Hermeneutics and the culture of birds: the environmental allegory of ‘easter island’

Pages 21-38 | Published online: 07 Oct 2010
 

Abstract

It has become commonplace to interpret ‘Easter Island’ in terms of an environmental allegory, a Malthusian morality tale of the consequences of over-exploitation of limited natural resources. There are, however, ethical dangers in treating places and peoples allegorically, as moralized means (lessons) to satisfy others’ edificatory ends. Allegory reductively appropriates the past, presenting a specific interpretation as ‘given’ (fixed) and exemplary, wrongly suggesting that meanings and morals, like islands, are there to be ‘discovered’ ready-formed.
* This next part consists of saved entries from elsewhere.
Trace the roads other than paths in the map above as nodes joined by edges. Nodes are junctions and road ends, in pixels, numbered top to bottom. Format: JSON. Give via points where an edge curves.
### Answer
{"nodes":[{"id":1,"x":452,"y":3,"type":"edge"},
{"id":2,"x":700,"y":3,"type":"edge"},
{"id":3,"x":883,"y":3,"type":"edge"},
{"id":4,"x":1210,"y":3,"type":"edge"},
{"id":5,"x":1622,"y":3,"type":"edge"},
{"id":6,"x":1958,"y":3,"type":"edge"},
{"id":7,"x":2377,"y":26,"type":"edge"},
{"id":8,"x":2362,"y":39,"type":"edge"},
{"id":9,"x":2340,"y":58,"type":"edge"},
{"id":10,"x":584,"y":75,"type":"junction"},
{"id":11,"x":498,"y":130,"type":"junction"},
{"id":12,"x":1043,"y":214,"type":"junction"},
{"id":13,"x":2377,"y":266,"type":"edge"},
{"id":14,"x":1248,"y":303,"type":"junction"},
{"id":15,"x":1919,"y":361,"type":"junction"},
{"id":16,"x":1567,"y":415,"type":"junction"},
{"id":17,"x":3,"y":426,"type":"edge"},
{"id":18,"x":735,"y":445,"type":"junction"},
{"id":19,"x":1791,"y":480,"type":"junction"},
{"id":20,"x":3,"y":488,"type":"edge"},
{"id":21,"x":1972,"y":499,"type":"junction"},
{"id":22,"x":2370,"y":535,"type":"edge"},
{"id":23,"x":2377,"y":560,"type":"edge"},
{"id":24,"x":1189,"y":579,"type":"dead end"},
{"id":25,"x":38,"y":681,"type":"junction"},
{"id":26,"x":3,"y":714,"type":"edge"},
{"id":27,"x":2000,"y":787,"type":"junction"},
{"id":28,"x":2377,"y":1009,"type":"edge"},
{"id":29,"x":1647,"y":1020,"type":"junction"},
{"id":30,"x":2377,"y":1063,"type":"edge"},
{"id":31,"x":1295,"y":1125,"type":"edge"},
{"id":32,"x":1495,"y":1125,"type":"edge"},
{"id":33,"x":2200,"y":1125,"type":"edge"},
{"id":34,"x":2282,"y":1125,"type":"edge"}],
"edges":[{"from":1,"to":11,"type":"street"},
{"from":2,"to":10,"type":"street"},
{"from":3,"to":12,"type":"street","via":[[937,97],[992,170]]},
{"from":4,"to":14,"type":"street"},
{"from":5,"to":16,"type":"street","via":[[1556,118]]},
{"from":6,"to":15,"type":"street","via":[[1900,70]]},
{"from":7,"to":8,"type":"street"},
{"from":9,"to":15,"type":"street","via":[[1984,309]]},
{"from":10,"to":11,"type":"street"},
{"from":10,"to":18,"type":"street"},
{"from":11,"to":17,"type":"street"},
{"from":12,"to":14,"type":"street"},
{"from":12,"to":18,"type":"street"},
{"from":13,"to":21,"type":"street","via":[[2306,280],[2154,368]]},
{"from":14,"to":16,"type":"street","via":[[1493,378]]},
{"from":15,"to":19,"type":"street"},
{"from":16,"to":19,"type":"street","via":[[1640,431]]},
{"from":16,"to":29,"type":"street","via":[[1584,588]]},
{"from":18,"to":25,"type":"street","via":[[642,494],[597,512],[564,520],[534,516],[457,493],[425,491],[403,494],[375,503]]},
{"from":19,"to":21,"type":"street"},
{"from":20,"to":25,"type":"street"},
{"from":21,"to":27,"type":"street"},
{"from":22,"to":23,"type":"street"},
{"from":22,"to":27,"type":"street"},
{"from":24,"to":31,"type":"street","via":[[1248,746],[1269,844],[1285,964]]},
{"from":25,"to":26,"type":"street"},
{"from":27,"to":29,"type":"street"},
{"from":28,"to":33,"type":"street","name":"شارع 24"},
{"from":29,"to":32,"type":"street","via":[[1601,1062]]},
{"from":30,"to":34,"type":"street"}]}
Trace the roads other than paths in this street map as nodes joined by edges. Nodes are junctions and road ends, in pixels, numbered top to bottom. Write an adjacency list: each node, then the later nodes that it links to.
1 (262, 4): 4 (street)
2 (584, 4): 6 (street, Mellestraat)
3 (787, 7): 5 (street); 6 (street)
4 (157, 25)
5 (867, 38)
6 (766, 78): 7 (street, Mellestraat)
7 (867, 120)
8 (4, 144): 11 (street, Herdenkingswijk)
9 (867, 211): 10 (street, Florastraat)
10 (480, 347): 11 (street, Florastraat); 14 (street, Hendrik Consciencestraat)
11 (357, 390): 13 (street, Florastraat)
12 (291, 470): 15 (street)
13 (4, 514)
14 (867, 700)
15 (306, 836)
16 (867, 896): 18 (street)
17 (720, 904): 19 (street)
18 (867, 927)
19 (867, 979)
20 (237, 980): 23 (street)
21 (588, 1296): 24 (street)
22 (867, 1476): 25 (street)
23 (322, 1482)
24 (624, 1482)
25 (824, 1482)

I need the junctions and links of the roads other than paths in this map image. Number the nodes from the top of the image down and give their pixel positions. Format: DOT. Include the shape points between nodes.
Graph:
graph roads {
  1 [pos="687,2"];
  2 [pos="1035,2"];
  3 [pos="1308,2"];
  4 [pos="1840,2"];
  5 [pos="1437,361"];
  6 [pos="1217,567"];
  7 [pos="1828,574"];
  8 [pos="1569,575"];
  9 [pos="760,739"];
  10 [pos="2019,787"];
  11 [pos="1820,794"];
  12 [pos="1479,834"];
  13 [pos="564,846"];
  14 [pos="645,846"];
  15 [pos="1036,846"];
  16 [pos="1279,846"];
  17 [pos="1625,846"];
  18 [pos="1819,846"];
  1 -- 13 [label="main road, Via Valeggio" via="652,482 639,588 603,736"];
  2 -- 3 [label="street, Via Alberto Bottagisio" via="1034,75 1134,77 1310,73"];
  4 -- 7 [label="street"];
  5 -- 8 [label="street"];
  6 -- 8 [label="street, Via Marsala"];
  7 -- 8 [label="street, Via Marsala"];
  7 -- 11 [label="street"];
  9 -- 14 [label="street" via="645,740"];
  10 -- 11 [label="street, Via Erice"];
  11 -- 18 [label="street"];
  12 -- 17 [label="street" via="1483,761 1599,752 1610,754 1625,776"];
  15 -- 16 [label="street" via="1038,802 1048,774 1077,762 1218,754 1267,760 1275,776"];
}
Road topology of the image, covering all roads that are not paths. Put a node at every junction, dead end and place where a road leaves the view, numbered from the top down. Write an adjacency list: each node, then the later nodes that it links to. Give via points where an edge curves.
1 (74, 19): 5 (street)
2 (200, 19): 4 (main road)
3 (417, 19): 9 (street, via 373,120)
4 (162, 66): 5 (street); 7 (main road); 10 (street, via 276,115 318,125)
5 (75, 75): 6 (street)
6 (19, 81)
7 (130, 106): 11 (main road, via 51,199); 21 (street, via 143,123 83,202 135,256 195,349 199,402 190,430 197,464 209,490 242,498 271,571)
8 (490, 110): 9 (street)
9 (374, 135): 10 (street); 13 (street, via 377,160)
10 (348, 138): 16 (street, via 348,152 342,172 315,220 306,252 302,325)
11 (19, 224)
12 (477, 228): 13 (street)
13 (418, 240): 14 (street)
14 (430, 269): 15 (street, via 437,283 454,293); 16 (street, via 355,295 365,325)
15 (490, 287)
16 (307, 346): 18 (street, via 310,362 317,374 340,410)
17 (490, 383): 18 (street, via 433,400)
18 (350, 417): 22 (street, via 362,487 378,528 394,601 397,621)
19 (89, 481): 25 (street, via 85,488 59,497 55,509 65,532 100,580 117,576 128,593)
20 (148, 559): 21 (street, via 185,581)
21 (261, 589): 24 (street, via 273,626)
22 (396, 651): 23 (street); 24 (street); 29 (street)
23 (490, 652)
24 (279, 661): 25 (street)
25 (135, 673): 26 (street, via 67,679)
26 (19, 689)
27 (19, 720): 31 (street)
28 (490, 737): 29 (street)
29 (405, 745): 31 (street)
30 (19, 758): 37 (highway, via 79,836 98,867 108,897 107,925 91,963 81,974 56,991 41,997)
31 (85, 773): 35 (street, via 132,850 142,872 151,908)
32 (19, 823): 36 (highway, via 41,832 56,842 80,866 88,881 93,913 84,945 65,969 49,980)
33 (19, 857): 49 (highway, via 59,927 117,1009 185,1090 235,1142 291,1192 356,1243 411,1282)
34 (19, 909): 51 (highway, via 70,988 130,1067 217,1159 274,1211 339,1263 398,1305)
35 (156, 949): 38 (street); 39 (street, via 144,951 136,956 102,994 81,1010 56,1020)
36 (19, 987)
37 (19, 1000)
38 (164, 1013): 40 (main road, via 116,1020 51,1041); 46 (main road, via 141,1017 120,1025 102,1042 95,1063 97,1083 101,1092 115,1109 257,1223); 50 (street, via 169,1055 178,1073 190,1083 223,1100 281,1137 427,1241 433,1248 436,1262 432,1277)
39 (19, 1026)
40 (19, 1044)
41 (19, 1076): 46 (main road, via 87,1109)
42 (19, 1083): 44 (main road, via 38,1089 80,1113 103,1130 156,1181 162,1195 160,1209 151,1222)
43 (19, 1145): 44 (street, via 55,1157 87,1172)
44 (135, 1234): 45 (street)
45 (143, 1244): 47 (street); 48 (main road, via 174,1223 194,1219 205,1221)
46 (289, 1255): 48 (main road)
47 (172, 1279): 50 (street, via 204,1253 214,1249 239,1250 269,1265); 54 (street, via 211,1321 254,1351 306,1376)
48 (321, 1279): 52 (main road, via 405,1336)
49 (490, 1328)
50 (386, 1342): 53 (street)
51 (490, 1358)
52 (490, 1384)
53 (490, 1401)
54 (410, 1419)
Gadamer's hermeneutics suggests an alternative understanding which expresses something of the ethical ambiguities involved in giving meaning to the environmental history of Easter Island.

Notes

 Form of life is here used in the sense of Wittgenstein's later philosophy. See Wittgenstein (Citation1981).

 There may be, as Derrida (Citation1992) argues, a paradox insofar as this ‘duty’, if recognized as such by either giver or gifted, seems to risk annuling the gift since it too implies the necessity of a contractual obligation and a symbolic exchange in some negative form. But as Derrida also argues, although there may be a limit to what can be truly given, the ethical importance of giving is not thereby diminished.

 Father Sebastian Englert (Citation1970), who dates the sealer's visit as 1805, states that the islanders’ own oral history, as heard by himself, records that one of the captives, a man of the family Vaka Tuku Onge, actually survived and managed to swam back to the island.

 Although miraculously Thor Heyerdahl's expedition found one surviving tree that later perished. The seeds they collected from this tree germinated in botanical gardens in Norway and some have now been reintroduced.

 Although Rapa Nui at least says something of the island's relations to its broader locality and emphasizes its original cultural ties with Polynesia.